### [WHAT YOU NEED TO DO]
Read the entries below and pull out each line with the string "lane".

[Dataset entries]
+--

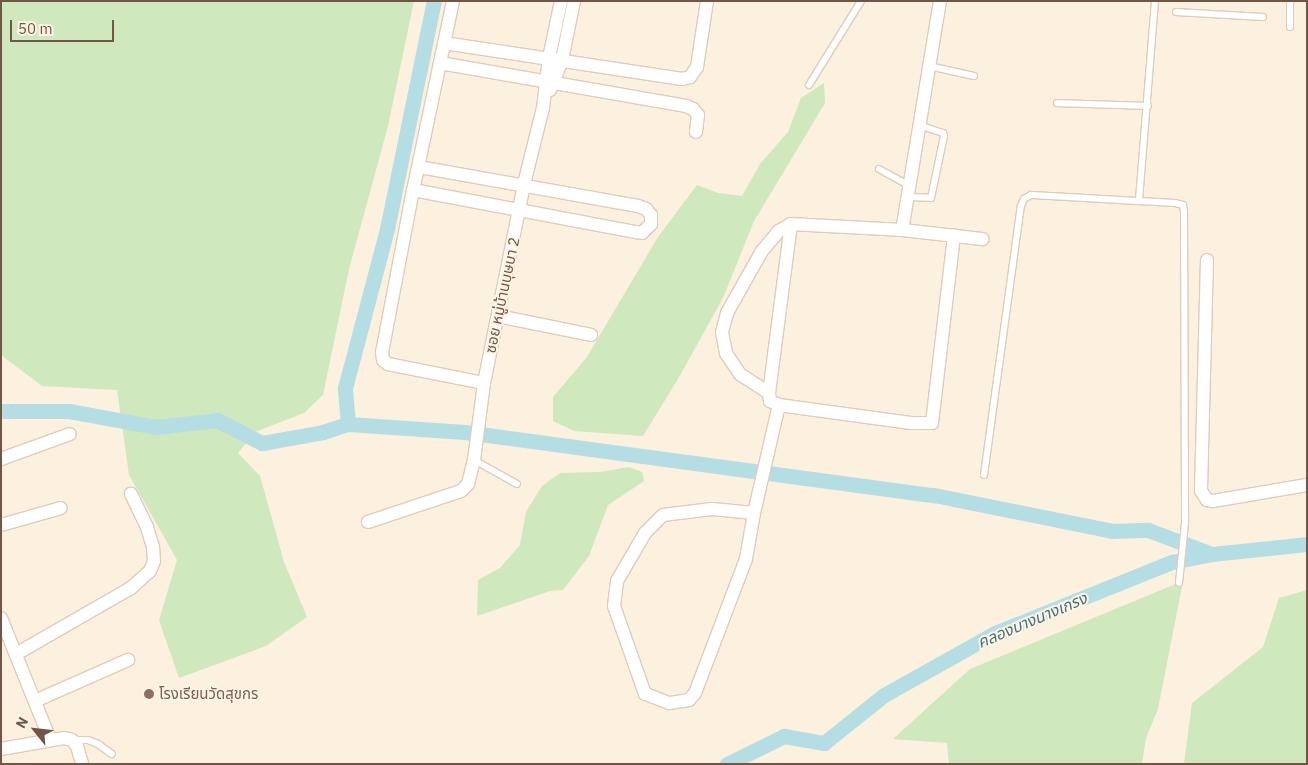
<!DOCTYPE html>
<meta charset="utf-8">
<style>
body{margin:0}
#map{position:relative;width:1308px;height:765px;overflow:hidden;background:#fcf0de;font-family:"IBM Plex Sans","Noto Sans Thai",sans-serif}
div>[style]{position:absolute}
.green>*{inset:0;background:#cfe8be}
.canal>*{height:15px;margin:-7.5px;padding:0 7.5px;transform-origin:7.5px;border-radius:7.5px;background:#b4dde4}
.roads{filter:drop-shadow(1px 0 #dfccbb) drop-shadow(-1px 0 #dfccbb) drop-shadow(0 1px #dfccbb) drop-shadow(0 -1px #dfccbb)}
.lane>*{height:6px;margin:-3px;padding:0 3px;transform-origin:3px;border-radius:3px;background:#fff}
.street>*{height:12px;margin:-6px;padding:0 6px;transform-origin:6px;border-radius:6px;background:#fff}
.dots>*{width:14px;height:14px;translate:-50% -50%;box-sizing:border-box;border:2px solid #fff4e4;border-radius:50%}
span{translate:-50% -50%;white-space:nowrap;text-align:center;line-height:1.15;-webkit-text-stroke:4px #fff4e4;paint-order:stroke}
.street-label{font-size:15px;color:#715647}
.education-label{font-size:15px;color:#785e54}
.left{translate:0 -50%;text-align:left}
.water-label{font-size:16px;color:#3f737e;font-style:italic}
.frame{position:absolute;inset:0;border:2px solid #715647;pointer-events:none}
.north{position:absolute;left:10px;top:705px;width:50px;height:50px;-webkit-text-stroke:4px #fff4e4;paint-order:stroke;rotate:299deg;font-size:14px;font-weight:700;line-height:20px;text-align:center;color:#715647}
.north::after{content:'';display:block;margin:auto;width:18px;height:22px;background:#715647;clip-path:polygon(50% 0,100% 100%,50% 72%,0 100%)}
.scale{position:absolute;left:10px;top:20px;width:104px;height:22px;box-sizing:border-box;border:2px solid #715647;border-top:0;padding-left:6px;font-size:15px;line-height:18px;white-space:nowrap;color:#715647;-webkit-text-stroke:4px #fff4e4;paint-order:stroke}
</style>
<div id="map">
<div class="green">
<i style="clip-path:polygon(1px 1px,414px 1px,388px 126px,349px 269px,323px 395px,304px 413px,255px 432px,238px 453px,260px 476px,284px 562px,307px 617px,266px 646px,179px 678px,159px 620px,177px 560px,129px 475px,117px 390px,42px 386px,1px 355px)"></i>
<i style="clip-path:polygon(824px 83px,825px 103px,754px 221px,723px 298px,678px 379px,643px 436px,574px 431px,553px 421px,553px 397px,587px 357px,658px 237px,697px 185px,718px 193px,742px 196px,760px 164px,788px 132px,801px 98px)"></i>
<i style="clip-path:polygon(629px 467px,642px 472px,644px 481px,608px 505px,589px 556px,563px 590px,550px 591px,477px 616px,478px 580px,500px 568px,520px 545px,526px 512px,542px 486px,560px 473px,600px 472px)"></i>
<i style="clip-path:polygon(1183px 581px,1158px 709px,1146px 738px,1142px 764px,949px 764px,947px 743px,893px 739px,970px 669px)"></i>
<i style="clip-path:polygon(1307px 590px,1307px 764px,1184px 764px,1192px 703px,1263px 647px,1279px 598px)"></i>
</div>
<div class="canal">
<i style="left:1px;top:411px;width:68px"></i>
<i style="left:69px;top:411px;width:88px;rotate:10.4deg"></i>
<i style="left:156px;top:427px;width:61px;rotate:-6.5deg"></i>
<i style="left:217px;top:420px;width:51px;rotate:27.1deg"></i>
<i style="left:262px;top:443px;width:62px;rotate:-10.2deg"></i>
<i style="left:323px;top:432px;width:26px;rotate:-18deg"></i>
<i style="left:348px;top:424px;width:117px;rotate:3.9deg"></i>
<i style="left:465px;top:432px;width:473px;rotate:7.7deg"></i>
<i style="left:934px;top:495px;width:183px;rotate:11.4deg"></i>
<i style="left:1113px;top:531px;width:35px;rotate:-2deg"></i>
<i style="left:1148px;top:530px;width:68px;rotate:20.6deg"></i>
<i style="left:348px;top:424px;width:36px;rotate:-95deg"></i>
<i style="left:345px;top:388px;width:164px;rotate:-75.2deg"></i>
<i style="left:387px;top:229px;width:233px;rotate:-78.4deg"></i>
<i style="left:727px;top:764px;width:64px;rotate:-26.2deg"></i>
<i style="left:784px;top:736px;width:41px;rotate:9.9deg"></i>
<i style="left:824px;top:743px;width:77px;rotate:-38.7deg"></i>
<i style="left:884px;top:695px;width:127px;rotate:-29.2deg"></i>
<i style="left:995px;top:633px;width:191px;rotate:-21.9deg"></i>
<i style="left:1172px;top:562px;width:41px;rotate:-11.3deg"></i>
<i style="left:1212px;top:554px;width:96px;rotate:-6deg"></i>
</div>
<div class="roads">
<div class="lane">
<i style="left:1155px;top:1px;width:201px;rotate:94.6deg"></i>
<i style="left:1139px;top:201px;width:36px;rotate:3deg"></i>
<i style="left:1175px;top:203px;width:8px;rotate:14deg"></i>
<i style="left:1183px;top:205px;width:7px;rotate:82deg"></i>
<i style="left:1184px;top:212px;width:311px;rotate:89.8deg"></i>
<i style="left:1185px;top:523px;width:60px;rotate:95.7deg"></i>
<i style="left:1290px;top:1px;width:26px;rotate:90deg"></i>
<i style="left:1176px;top:12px;width:87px;rotate:3.3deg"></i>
<i style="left:929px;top:66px;width:46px;rotate:12.5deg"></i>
<i style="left:809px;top:85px;width:99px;rotate:-58.2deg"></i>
<i style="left:1057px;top:103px;width:91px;rotate:1.9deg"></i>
<i style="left:879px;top:169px;width:33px;rotate:29deg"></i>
<i style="left:907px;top:197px;width:24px;rotate:2deg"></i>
<i style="left:931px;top:198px;width:63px;rotate:-78.2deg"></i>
<i style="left:944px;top:136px;width:3px;rotate:-108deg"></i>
<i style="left:943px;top:133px;width:26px;rotate:-162deg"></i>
<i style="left:474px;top:460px;width:49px;rotate:29.2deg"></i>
<i style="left:984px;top:475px;width:272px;rotate:-82.2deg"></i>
<i style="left:1021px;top:206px;width:8px;rotate:-67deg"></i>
<i style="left:1024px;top:199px;width:8px;rotate:-30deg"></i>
<i style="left:1031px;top:195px;width:108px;rotate:3.2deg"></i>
<i style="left:72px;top:740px;width:16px"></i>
<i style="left:88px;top:740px;width:11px;rotate:22deg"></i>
<i style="left:98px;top:744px;width:17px;rotate:36deg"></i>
</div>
<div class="street">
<i style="left:453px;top:1px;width:193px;rotate:101.9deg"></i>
<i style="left:413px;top:190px;width:165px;rotate:100.8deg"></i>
<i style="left:382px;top:352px;width:8px;rotate:83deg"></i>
<i style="left:383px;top:360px;width:6px;rotate:39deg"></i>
<i style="left:388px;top:364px;width:98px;rotate:11.2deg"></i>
<i style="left:940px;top:1px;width:232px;rotate:99.4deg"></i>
<i style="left:902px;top:230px;width:111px;rotate:-176.9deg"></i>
<i style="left:791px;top:224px;width:170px;rotate:97.4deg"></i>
<i style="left:769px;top:393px;width:8px;rotate:83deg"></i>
<i style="left:770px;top:401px;width:10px;rotate:24deg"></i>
<i style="left:779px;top:405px;width:133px;rotate:7.8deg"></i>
<i style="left:911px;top:423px;width:21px"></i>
<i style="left:932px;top:423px;width:189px;rotate:-83.3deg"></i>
<i style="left:444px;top:43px;width:241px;rotate:8.6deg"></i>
<i style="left:682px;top:79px;width:8px;rotate:-14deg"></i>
<i style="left:690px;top:77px;width:12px;rotate:-55deg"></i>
<i style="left:697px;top:67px;width:67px;rotate:-81.4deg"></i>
<i style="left:440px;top:63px;width:250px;rotate:9.9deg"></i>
<i style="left:686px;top:106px;width:8px;rotate:23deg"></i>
<i style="left:693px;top:109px;width:8px;rotate:50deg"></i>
<i style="left:698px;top:115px;width:17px;rotate:97deg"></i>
<i style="left:550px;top:90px;width:32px;rotate:-68deg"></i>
<i style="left:562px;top:60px;width:60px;rotate:-78.5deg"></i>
<i style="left:413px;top:190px;width:227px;rotate:10.7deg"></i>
<i style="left:636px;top:232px;width:6px;rotate:9deg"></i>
<i style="left:642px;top:233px;width:13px;rotate:-45deg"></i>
<i style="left:651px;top:224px;width:9px;rotate:-90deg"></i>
<i style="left:651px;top:215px;width:8px;rotate:-130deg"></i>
<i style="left:646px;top:209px;width:9px;rotate:-159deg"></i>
<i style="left:638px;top:206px;width:223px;rotate:-169.9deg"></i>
<i style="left:902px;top:230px;width:81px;rotate:6.4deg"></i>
<i style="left:1207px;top:260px;width:231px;rotate:91.5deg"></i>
<i style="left:1201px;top:491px;width:11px;rotate:56deg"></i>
<i style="left:1207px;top:500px;width:6px;rotate:9deg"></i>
<i style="left:1213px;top:501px;width:95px;rotate:-9.7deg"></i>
<i style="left:498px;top:316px;width:95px;rotate:11.5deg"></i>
<i style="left:769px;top:393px;width:35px;rotate:-147deg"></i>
<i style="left:740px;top:374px;width:25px;rotate:-124deg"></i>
<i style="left:726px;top:353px;width:21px;rotate:-101deg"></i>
<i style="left:722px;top:332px;width:20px;rotate:-75deg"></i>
<i style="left:727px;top:313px;width:71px;rotate:-60.6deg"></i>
<i style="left:762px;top:251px;width:26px;rotate:-50deg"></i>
<i style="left:779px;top:231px;width:14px;rotate:-30deg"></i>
<i style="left:1px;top:459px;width:73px;rotate:-19.9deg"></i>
<i style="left:754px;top:513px;width:47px;rotate:99.9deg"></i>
<i style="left:746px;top:559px;width:143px;rotate:110.8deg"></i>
<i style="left:695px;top:693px;width:9px;rotate:131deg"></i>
<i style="left:689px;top:700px;width:20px;rotate:171deg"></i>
<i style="left:669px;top:703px;width:26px;rotate:-159deg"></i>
<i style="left:645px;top:694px;width:93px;rotate:-109.4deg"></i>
<i style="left:614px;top:606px;width:25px;rotate:-83deg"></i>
<i style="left:617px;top:581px;width:56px;rotate:-59.7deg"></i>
<i style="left:645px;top:533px;width:25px;rotate:-45deg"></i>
<i style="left:663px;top:515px;width:49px;rotate:-7deg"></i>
<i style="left:712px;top:509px;width:42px;rotate:5.4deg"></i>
<i style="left:754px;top:513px;width:111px;rotate:-77deg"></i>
<i style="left:368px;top:522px;width:98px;rotate:-18.4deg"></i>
<i style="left:461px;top:491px;width:10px;rotate:-45deg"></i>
<i style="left:468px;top:484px;width:25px;rotate:-76deg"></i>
<i style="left:474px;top:460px;width:78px;rotate:-82.6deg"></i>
<i style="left:484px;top:383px;width:203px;rotate:-78.6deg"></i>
<i style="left:524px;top:184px;width:78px;rotate:-76deg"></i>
<i style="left:543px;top:108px;width:50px;rotate:-83.2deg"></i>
<i style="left:549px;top:58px;width:58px;rotate:-78.1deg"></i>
<i style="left:1px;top:525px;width:62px;rotate:-15.8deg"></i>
<i style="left:1px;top:618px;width:131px;rotate:68deg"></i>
<i style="left:16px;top:654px;width:133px;rotate:-29.9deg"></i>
<i style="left:131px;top:588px;width:25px;rotate:-42deg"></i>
<i style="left:150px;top:571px;width:11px;rotate:-68deg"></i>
<i style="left:154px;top:561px;width:14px;rotate:-94deg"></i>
<i style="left:153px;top:547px;width:21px;rotate:-107deg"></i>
<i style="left:147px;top:527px;width:37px;rotate:-116deg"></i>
<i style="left:35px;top:701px;width:102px;rotate:-23.8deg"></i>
<i style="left:1px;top:749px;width:64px;rotate:-9.9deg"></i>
<i style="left:64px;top:738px;width:8px;rotate:14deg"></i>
<i style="left:72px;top:740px;width:8px;rotate:50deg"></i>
<i style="left:77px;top:746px;width:19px;rotate:74deg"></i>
</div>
</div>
<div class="dots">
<i style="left:149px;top:694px;background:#8d6e63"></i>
</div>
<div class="street-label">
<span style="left:502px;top:295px;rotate:-78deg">ซอย หมู่บ้านบุษบา 2</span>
</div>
<div class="education-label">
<span class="left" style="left:159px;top:694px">โรงเรียนวัดสุขกร</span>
</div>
<div class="water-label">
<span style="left:1032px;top:620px;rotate:-23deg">คลองบางนางเกรง</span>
</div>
<div class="frame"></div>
<div class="north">N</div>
<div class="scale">50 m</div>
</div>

+--

### [PROBLEM SOLUTION]
.lane>*{height:6px;margin:-3px;padding:0 3px;transform-origin:3px;border-radius:3px;background:#fff}
<div class="lane">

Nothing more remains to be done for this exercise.